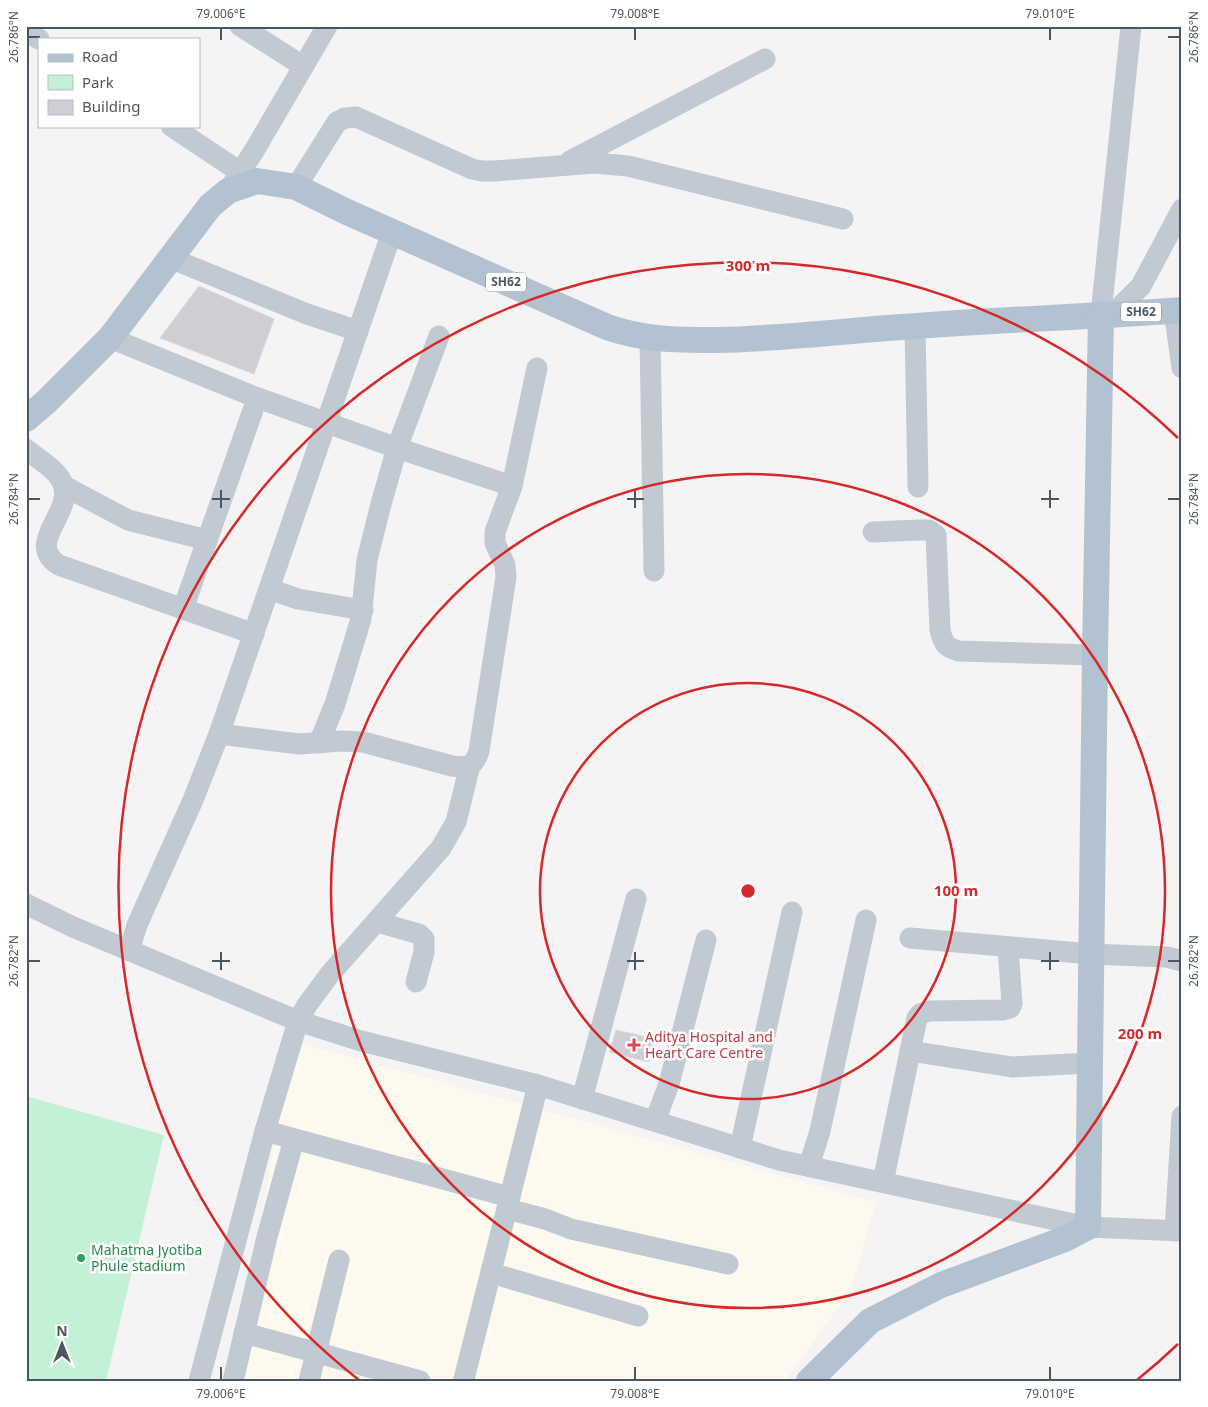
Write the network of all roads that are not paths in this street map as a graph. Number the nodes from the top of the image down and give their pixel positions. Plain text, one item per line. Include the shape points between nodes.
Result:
1 (240, 26) edge
2 (327, 26) edge
3 (1131, 26) edge
4 (765, 59) dead end
5 (303, 66) junction
6 (173, 128) edge
7 (561, 165) junction
8 (234, 182) junction
9 (296, 187) junction
10 (1182, 209) edge
11 (844, 219) dead end
12 (392, 232) junction
13 (170, 258) junction
14 (1178, 310) edge
15 (1108, 314) junction
16 (915, 326) junction
17 (358, 331) junction
18 (439, 336) dead end
19 (110, 338) junction
20 (650, 338) junction
21 (537, 368) dead end
22 (1182, 368) edge
23 (253, 410) dead end
24 (26, 419) edge
25 (327, 423) junction
26 (398, 448) junction
27 (26, 449) edge
28 (64, 486) junction
29 (512, 486) junction
30 (918, 487) dead end
31 (873, 532) dead end
32 (207, 540) junction
33 (654, 571) dead end
34 (269, 589) junction
35 (183, 609) junction
36 (363, 610) junction
37 (254, 634) junction
38 (1095, 655) junction
39 (219, 734) junction
40 (319, 743) junction
41 (470, 765) junction
42 (636, 899) dead end
43 (26, 904) edge
44 (792, 912) dead end
45 (866, 920) dead end
46 (377, 922) junction
47 (910, 938) dead end
48 (706, 940) dead end
49 (1008, 947) junction
50 (129, 951) junction
51 (1091, 954) junction
52 (1182, 961) edge
53 (416, 982) dead end
54 (303, 1013) junction
55 (910, 1051) junction
56 (1090, 1063) junction
57 (538, 1085) junction
58 (582, 1099) junction
59 (1182, 1116) edge
60 (656, 1122) junction
61 (265, 1131) junction
62 (294, 1139) junction
63 (740, 1148) junction
64 (809, 1166) junction
65 (883, 1182) junction
66 (508, 1203) junction
67 (1088, 1226) junction
68 (1178, 1231) edge
69 (340, 1260) dead end
70 (728, 1264) dead end
71 (491, 1272) junction
72 (638, 1316) dead end
73 (244, 1332) junction
74 (316, 1352) junction
75 (462, 1380) edge
76 (199, 1381) edge
77 (233, 1381) edge
78 (310, 1381) edge
79 (420, 1381) edge
80 (809, 1381) edge

1 - 5 street
2 - 5 street
3 - 15 street
4 - 7 street
5 - 8 street
6 - 8 street
7 - 9 street via 495,171 472,169 356,117 337,122
7 - 11 street via 628,166
8 - 9 main road, SH62 via 257,181
8 - 13 main road, SH62 via 210,206
9 - 12 main road, SH62
10 - 15 street via 1141,286
12 - 17 street
12 - 20 main road, SH62 via 607,328
13 - 17 street via 307,314
13 - 19 main road, SH62
14 - 15 main road, SH62
14 - 22 street
15 - 16 main road, SH62
15 - 38 main road
16 - 20 main road, SH62 via 753,339
16 - 30 street
17 - 25 street
18 - 26 street
19 - 24 main road, SH62
19 - 25 street
20 - 33 street
21 - 29 street
23 - 32 street
25 - 26 street
25 - 34 street
26 - 29 street
26 - 36 street via 368,560
27 - 28 street via 58,475
28 - 32 street via 128,520
28 - 35 street via 64,500 45,544 51,561
29 - 41 street via 495,532 495,543 505,565 506,577 479,751 476,761
31 - 38 street via 929,530 936,535 940,630 942,642 949,649
32 - 35 street
34 - 36 street via 298,599
34 - 37 street
35 - 37 street
36 - 40 street via 340,688
37 - 39 street
38 - 51 main road
39 - 40 street via 299,744
39 - 50 street
40 - 41 street via 363,742 452,766
41 - 46 street via 461,805 449,836
42 - 58 street
43 - 50 street
44 - 63 street
45 - 64 street via 820,1131
46 - 53 street via 419,934 424,939
46 - 54 street via 330,974
47 - 49 street
48 - 60 street
49 - 51 street
49 - 55 street via 1010,1008 920,1014
50 - 54 street
51 - 52 street via 1167,957
51 - 56 main road
54 - 57 street via 361,1041
54 - 61 street
55 - 56 street via 1012,1066
55 - 65 street
56 - 67 main road
57 - 58 street
57 - 66 street
58 - 60 street
59 - 68 street
60 - 63 street
61 - 62 street
61 - 76 street
62 - 66 street
62 - 73 street
63 - 64 street
64 - 65 street
65 - 67 street
66 - 70 street via 571,1229
66 - 71 street
67 - 68 street
67 - 80 main road via 1065,1239 942,1284 870,1321
69 - 74 street
71 - 72 street
71 - 75 street
73 - 74 street
73 - 77 street
74 - 78 street
74 - 79 street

+++

[EXERCISE REQUIREMENTS]:
Print the material verbatim; drop the pictures.

[SOLUTION FOR THIS TASK]:
Write the network of all roads that are not paths in this street map as a graph. Number the nodes from the top of the image down and give their pixel positions. Plain text, one item per line. Include the shape points between nodes.
Result:
1 (240, 26) edge
2 (327, 26) edge
3 (1131, 26) edge
4 (765, 59) dead end
5 (303, 66) junction
6 (173, 128) edge
7 (561, 165) junction
8 (234, 182) junction
9 (296, 187) junction
10 (1182, 209) edge
11 (844, 219) dead end
12 (392, 232) junction
13 (170, 258) junction
14 (1178, 310) edge
15 (1108, 314) junction
16 (915, 326) junction
17 (358, 331) junction
18 (439, 336) dead end
19 (110, 338) junction
20 (650, 338) junction
21 (537, 368) dead end
22 (1182, 368) edge
23 (253, 410) dead end
24 (26, 419) edge
25 (327, 423) junction
26 (398, 448) junction
27 (26, 449) edge
28 (64, 486) junction
29 (512, 486) junction
30 (918, 487) dead end
31 (873, 532) dead end
32 (207, 540) junction
33 (654, 571) dead end
34 (269, 589) junction
35 (183, 609) junction
36 (363, 610) junction
37 (254, 634) junction
38 (1095, 655) junction
39 (219, 734) junction
40 (319, 743) junction
41 (470, 765) junction
42 (636, 899) dead end
43 (26, 904) edge
44 (792, 912) dead end
45 (866, 920) dead end
46 (377, 922) junction
47 (910, 938) dead end
48 (706, 940) dead end
49 (1008, 947) junction
50 (129, 951) junction
51 (1091, 954) junction
52 (1182, 961) edge
53 (416, 982) dead end
54 (303, 1013) junction
55 (910, 1051) junction
56 (1090, 1063) junction
57 (538, 1085) junction
58 (582, 1099) junction
59 (1182, 1116) edge
60 (656, 1122) junction
61 (265, 1131) junction
62 (294, 1139) junction
63 (740, 1148) junction
64 (809, 1166) junction
65 (883, 1182) junction
66 (508, 1203) junction
67 (1088, 1226) junction
68 (1178, 1231) edge
69 (340, 1260) dead end
70 (728, 1264) dead end
71 (491, 1272) junction
72 (638, 1316) dead end
73 (244, 1332) junction
74 (316, 1352) junction
75 (462, 1380) edge
76 (199, 1381) edge
77 (233, 1381) edge
78 (310, 1381) edge
79 (420, 1381) edge
80 (809, 1381) edge

1 - 5 street
2 - 5 street
3 - 15 street
4 - 7 street
5 - 8 street
6 - 8 street
7 - 9 street via 495,171 472,169 356,117 337,122
7 - 11 street via 628,166
8 - 9 main road, SH62 via 257,181
8 - 13 main road, SH62 via 210,206
9 - 12 main road, SH62
10 - 15 street via 1141,286
12 - 17 street
12 - 20 main road, SH62 via 607,328
13 - 17 street via 307,314
13 - 19 main road, SH62
14 - 15 main road, SH62
14 - 22 street
15 - 16 main road, SH62
15 - 38 main road
16 - 20 main road, SH62 via 753,339
16 - 30 street
17 - 25 street
18 - 26 street
19 - 24 main road, SH62
19 - 25 street
20 - 33 street
21 - 29 street
23 - 32 street
25 - 26 street
25 - 34 street
26 - 29 street
26 - 36 street via 368,560
27 - 28 street via 58,475
28 - 32 street via 128,520
28 - 35 street via 64,500 45,544 51,561
29 - 41 street via 495,532 495,543 505,565 506,577 479,751 476,761
31 - 38 street via 929,530 936,535 940,630 942,642 949,649
32 - 35 street
34 - 36 street via 298,599
34 - 37 street
35 - 37 street
36 - 40 street via 340,688
37 - 39 street
38 - 51 main road
39 - 40 street via 299,744
39 - 50 street
40 - 41 street via 363,742 452,766
41 - 46 street via 461,805 449,836
42 - 58 street
43 - 50 street
44 - 63 street
45 - 64 street via 820,1131
46 - 53 street via 419,934 424,939
46 - 54 street via 330,974
47 - 49 street
48 - 60 street
49 - 51 street
49 - 55 street via 1010,1008 920,1014
50 - 54 street
51 - 52 street via 1167,957
51 - 56 main road
54 - 57 street via 361,1041
54 - 61 street
55 - 56 street via 1012,1066
55 - 65 street
56 - 67 main road
57 - 58 street
57 - 66 street
58 - 60 street
59 - 68 street
60 - 63 street
61 - 62 street
61 - 76 street
62 - 66 street
62 - 73 street
63 - 64 street
64 - 65 street
65 - 67 street
66 - 70 street via 571,1229
66 - 71 street
67 - 68 street
67 - 80 main road via 1065,1239 942,1284 870,1321
69 - 74 street
71 - 72 street
71 - 75 street
73 - 74 street
73 - 77 street
74 - 78 street
74 - 79 street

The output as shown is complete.